Garrett Motion is suing Honeywell International Inc. — the company from which Garrett spun off in 2018 — for an “unusual” agreement between the two that has pinned the responsibility of massive asbestos liability claims against Honeywell onto Garrett.
In a suit filed in New York Supreme Court on Dec. 2, Switzerland-based Garrett alleges Honeywell “unilaterally” imposed a 30-year indemnification agreement on Garrett. Garrett says the agreement forces it to compensate Honeywell for all ongoing claims of asbestos exposure against the company that go back several decades.
Garrett also filed a complaint from the December lawsuit on Wednesday, detailing “how Honeywell and its executives, and not Garrett’s current management, devised Garrett’s spinoff to offload Honeywell’s more than $1 billion legacy Bendix asbestos liability, while saddling Garrett with unconscionable and illegal covenants that unnecessarily limit its ability to control its long-term future,” according to a Garrett statement.
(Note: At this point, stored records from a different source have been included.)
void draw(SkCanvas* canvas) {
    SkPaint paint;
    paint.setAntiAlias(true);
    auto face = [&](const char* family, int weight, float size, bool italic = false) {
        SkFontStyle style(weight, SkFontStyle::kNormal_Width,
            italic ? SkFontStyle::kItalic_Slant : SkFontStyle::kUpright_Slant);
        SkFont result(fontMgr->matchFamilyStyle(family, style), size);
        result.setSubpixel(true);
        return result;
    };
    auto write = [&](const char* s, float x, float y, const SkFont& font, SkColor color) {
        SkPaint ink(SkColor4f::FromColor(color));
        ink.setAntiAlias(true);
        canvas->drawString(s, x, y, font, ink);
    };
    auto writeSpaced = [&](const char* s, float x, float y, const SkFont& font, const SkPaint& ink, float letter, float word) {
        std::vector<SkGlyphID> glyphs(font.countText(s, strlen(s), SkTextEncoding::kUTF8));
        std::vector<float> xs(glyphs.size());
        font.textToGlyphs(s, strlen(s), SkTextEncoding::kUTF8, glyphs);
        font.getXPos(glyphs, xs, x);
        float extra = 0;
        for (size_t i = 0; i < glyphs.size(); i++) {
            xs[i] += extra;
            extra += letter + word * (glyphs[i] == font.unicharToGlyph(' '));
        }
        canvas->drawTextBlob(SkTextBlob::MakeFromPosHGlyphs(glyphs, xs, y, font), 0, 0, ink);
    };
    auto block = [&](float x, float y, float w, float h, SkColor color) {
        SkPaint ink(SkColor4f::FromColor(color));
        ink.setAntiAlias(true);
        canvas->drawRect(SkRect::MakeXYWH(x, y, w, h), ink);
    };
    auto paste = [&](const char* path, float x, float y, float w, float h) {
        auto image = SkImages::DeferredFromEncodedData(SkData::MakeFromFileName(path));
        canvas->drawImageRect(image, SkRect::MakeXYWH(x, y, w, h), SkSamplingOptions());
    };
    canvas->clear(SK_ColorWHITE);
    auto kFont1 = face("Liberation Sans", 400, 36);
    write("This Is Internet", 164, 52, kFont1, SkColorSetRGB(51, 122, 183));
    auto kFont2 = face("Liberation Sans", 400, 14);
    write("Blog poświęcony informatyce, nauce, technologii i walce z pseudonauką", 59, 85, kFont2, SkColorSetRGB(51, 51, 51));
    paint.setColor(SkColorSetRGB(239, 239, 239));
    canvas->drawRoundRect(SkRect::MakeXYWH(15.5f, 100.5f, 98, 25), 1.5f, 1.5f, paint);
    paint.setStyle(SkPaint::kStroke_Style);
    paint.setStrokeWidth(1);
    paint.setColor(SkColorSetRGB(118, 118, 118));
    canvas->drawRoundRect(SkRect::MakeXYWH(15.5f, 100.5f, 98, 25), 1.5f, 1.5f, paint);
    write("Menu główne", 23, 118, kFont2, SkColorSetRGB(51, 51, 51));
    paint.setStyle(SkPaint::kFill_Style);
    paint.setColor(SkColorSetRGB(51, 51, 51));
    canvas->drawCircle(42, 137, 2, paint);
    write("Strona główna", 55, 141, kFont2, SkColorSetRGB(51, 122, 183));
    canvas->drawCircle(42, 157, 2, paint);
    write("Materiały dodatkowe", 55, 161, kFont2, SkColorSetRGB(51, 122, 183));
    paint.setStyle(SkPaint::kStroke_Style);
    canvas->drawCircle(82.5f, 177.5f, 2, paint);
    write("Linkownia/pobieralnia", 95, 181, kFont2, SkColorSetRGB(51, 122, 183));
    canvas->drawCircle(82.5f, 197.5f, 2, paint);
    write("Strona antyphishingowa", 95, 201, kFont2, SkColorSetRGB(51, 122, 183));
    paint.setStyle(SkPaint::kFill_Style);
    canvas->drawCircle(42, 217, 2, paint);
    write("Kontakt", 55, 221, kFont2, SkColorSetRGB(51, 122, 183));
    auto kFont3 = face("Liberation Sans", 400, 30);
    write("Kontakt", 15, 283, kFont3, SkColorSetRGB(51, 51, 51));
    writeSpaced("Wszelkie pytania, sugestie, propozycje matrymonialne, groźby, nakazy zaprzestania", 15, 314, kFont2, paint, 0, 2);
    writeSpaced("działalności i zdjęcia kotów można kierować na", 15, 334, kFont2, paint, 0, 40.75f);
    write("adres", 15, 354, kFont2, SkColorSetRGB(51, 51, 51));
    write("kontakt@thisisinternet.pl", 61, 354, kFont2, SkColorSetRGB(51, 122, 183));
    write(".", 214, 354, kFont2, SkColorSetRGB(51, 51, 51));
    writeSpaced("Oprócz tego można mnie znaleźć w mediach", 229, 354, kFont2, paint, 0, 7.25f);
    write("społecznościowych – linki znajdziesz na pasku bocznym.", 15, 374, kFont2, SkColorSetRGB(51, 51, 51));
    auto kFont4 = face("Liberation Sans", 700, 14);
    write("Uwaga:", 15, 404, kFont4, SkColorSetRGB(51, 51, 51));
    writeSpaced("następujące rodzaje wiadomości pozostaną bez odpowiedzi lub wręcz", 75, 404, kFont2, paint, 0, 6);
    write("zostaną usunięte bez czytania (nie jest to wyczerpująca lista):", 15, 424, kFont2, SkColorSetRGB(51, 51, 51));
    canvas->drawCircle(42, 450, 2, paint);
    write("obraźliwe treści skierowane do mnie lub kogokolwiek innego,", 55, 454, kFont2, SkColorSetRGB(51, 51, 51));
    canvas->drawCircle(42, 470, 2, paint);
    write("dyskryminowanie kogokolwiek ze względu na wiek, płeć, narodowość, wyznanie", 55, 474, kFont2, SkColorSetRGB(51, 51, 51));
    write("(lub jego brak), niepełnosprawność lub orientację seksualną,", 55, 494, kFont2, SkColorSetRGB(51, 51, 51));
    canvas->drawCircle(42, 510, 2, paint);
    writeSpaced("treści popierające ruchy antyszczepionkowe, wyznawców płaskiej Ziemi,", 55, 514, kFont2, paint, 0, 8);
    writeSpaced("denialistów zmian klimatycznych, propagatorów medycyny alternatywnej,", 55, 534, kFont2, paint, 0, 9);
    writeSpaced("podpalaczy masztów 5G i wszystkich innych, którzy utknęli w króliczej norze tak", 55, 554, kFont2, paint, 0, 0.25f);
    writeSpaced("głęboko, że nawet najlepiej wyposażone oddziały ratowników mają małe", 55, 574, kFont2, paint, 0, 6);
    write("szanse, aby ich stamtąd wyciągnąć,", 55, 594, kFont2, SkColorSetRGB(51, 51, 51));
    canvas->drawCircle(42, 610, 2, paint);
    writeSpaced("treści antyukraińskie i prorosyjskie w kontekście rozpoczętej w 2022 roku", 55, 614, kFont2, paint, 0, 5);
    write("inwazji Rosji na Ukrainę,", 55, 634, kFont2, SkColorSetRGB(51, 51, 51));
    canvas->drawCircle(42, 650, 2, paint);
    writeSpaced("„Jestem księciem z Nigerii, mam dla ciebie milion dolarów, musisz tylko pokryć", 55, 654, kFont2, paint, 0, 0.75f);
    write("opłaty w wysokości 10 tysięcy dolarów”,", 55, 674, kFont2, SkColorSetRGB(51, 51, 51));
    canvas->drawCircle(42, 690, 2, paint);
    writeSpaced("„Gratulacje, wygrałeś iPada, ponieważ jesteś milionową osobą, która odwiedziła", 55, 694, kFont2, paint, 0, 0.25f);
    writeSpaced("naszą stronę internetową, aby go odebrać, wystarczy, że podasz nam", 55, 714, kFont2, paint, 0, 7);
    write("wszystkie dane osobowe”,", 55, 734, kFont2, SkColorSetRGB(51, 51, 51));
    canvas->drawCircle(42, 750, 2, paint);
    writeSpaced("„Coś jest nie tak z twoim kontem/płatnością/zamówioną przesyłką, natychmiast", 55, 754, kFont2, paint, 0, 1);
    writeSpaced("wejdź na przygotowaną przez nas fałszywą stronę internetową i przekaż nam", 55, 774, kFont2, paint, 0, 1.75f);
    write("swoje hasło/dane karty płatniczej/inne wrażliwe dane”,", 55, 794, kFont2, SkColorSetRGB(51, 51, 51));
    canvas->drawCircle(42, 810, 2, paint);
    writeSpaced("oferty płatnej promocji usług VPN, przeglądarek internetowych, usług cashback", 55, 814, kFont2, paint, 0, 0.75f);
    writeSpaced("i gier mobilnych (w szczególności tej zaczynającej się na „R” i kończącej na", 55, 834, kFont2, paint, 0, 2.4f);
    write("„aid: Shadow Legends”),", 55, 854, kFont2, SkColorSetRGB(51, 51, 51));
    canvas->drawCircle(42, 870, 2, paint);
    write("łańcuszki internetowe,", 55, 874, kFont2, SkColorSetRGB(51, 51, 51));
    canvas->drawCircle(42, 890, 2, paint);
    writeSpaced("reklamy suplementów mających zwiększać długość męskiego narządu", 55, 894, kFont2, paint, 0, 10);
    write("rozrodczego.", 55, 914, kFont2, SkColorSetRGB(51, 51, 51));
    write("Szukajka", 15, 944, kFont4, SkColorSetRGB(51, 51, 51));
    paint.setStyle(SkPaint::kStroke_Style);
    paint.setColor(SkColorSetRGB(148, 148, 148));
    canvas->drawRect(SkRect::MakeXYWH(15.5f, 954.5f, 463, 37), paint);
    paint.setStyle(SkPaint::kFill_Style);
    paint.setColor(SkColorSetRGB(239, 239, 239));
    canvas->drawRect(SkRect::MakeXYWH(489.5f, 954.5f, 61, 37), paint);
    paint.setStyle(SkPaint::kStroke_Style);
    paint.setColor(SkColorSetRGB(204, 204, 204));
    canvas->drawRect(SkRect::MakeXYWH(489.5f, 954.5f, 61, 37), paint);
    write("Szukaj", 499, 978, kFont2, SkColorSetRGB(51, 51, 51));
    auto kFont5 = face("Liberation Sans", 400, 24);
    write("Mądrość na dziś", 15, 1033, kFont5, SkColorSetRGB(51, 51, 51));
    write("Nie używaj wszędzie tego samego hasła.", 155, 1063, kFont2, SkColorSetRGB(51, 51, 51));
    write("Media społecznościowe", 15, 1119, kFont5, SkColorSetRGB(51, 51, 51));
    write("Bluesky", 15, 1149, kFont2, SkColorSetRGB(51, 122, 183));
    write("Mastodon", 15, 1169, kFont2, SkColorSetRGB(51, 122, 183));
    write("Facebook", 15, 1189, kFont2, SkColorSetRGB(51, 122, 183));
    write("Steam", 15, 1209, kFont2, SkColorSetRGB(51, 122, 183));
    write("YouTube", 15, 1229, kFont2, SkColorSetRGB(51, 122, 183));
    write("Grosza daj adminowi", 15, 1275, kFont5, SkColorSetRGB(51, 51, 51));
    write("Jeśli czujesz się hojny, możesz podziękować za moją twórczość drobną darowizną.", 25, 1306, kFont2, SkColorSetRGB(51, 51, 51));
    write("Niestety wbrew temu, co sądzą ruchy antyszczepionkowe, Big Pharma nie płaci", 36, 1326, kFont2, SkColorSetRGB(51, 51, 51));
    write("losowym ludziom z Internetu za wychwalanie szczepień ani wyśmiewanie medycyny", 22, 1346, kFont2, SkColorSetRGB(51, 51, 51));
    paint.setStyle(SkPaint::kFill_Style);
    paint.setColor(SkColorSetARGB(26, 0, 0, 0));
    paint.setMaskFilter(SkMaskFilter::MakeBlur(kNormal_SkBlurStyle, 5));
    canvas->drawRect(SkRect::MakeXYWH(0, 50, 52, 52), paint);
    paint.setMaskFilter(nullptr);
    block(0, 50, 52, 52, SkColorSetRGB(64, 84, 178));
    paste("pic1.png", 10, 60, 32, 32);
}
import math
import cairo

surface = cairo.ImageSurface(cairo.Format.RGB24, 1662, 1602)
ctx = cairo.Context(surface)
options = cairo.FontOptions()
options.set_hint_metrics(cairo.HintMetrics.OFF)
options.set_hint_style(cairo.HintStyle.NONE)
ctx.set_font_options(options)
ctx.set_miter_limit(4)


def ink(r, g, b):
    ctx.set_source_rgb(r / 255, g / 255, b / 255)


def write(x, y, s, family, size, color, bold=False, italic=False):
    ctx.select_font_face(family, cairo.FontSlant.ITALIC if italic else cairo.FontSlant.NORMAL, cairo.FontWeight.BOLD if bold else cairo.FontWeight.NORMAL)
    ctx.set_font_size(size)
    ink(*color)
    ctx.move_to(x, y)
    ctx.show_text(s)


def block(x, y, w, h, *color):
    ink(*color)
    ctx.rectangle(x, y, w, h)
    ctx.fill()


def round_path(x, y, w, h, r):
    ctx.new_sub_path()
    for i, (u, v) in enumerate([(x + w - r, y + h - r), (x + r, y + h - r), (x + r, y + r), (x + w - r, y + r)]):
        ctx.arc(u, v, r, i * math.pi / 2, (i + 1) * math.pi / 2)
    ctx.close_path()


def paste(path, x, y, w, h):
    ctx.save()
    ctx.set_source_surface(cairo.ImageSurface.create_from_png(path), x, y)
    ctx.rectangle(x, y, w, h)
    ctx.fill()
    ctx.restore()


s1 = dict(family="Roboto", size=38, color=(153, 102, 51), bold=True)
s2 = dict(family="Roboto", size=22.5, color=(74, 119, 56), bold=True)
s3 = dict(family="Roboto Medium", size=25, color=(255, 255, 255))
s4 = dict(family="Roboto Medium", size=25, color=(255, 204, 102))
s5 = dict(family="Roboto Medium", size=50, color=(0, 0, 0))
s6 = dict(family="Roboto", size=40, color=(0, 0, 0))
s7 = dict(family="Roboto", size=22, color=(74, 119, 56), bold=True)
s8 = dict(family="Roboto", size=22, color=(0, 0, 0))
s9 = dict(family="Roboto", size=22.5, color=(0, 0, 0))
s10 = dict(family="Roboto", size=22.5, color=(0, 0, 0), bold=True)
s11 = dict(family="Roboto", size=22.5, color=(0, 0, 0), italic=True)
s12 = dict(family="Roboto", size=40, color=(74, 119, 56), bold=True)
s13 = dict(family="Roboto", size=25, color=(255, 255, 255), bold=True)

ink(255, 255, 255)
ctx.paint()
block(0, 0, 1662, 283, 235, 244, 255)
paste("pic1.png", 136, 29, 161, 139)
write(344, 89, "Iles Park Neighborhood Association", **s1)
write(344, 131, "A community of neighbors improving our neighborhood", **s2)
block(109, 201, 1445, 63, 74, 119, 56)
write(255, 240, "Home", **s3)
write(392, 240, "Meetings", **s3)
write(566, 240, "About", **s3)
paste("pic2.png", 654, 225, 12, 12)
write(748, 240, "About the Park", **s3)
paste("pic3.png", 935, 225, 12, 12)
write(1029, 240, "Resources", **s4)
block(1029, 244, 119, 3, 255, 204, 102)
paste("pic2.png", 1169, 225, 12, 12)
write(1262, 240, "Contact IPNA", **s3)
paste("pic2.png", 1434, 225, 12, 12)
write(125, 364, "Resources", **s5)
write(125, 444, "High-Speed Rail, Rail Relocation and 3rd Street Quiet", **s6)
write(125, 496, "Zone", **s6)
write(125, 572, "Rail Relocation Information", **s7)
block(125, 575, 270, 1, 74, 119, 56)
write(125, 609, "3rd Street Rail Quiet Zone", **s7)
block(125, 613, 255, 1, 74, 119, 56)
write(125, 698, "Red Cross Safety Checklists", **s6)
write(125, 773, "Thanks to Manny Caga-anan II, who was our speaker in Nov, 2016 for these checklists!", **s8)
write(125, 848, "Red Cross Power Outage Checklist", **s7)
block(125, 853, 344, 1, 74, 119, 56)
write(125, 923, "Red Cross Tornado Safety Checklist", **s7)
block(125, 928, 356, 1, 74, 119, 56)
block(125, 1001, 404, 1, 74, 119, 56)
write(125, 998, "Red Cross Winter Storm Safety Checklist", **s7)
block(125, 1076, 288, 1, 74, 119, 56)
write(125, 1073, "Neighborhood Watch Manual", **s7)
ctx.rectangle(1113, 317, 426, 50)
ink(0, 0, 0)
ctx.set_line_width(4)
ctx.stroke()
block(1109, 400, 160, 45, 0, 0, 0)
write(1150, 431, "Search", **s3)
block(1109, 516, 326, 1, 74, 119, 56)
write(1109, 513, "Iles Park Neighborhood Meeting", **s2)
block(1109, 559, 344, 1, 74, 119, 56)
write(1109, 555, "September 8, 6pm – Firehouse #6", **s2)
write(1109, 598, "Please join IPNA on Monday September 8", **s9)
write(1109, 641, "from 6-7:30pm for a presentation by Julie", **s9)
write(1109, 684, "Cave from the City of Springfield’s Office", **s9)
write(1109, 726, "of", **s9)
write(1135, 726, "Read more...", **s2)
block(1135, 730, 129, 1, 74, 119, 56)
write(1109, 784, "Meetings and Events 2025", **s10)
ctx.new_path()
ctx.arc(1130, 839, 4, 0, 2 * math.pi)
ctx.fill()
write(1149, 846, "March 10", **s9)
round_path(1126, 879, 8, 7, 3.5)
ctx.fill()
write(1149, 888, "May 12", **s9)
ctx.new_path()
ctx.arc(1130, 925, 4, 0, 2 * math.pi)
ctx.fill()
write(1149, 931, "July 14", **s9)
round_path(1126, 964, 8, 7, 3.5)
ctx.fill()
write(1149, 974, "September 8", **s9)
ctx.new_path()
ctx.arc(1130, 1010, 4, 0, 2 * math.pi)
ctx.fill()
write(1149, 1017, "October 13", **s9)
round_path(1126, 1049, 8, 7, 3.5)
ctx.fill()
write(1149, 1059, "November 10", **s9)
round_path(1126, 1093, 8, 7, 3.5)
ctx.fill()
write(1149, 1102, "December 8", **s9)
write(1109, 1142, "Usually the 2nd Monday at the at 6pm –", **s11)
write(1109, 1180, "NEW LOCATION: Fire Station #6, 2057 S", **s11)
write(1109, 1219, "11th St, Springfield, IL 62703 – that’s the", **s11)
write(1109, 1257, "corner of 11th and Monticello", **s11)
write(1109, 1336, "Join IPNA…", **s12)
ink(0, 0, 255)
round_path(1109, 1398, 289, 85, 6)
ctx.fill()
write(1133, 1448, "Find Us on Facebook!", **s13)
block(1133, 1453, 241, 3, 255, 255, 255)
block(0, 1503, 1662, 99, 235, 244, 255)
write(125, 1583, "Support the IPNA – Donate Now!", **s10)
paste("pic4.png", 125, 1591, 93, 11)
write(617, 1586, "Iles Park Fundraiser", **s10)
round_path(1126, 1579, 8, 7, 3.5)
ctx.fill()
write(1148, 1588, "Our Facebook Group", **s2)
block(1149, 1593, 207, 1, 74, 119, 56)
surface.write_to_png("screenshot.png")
As of September 30, Honeywell carried a total of $2.44 billion in asbestos liabilities with $6.4 billion in total unresolved claims, according to the company’s third-quarter filing.
Garrett has paid Honeywell $193 million as “required” by the agreement, but believes the asbestos liability belongs to Honeywell, Garrett spokesman Michael Stoller told Automotive News in a statement.
Over the last several years, the Charlotte, N.C.-based consumer products company has faced thousands of lawsuits as a result of claims that it knew the brakes its businesses manufactured contained asbestos.
Bendix — a brake division Honeywell sold in 2014 — manufactured brake linings that contained asbestos, according to Honeywell’s third-quarter SEC filing.
Other claims against Honeywell’s former North American Refractories Co., or NARCO, of “exposure to asbestos-containing refractory brick and mortar for high-temperature applications” stem back several decades.
NARCO stopped manufacturing those asbestos-containing products in 1980. Once NARCO was sold to Honeywell, liability claims continued until NARCO filed for bankruptcy in January 2002.
Honeywell spun what was left of its Transportation Systems units into Garrett in 2018. According to the SEC filing: “It is not possible to predict whether resolution values for Bendix-related asbestos claims will increase, decrease or stabilize in the future.”
Stoller said Garrett’s decision to file its claim “follows repeated, but unsuccessful discussions with Honeywell for more than a year since its spinoff.”
In the suit, Garrett alleges that the indemnification agreement requires Garrett to reimburse Honeywell for 90 percent of Honeywell’s legacy asbestos liability and “forced Garrett to borrow $1.6 billion to fund a cash distribution to Honeywell,” court documents say.
Stoller said that, since Honeywell did not actually negotiate the indemnification agreement with Garrett at the time of the spinoff, the company was unable to influence the outcome of the agreement.
“The agreement was structured and sized to enable Garrett to generate sufficient cash flow to make the required payments, subject to an annual cap and other protections, and operate in the marketplace as a standalone company,” a Honeywell spokeswoman said in a statement to Automotive News. “Garrett’s CEO and other Garrett executives understood and communicated the spin structure and the new spin company’s obligation … in advance of the spin transaction.”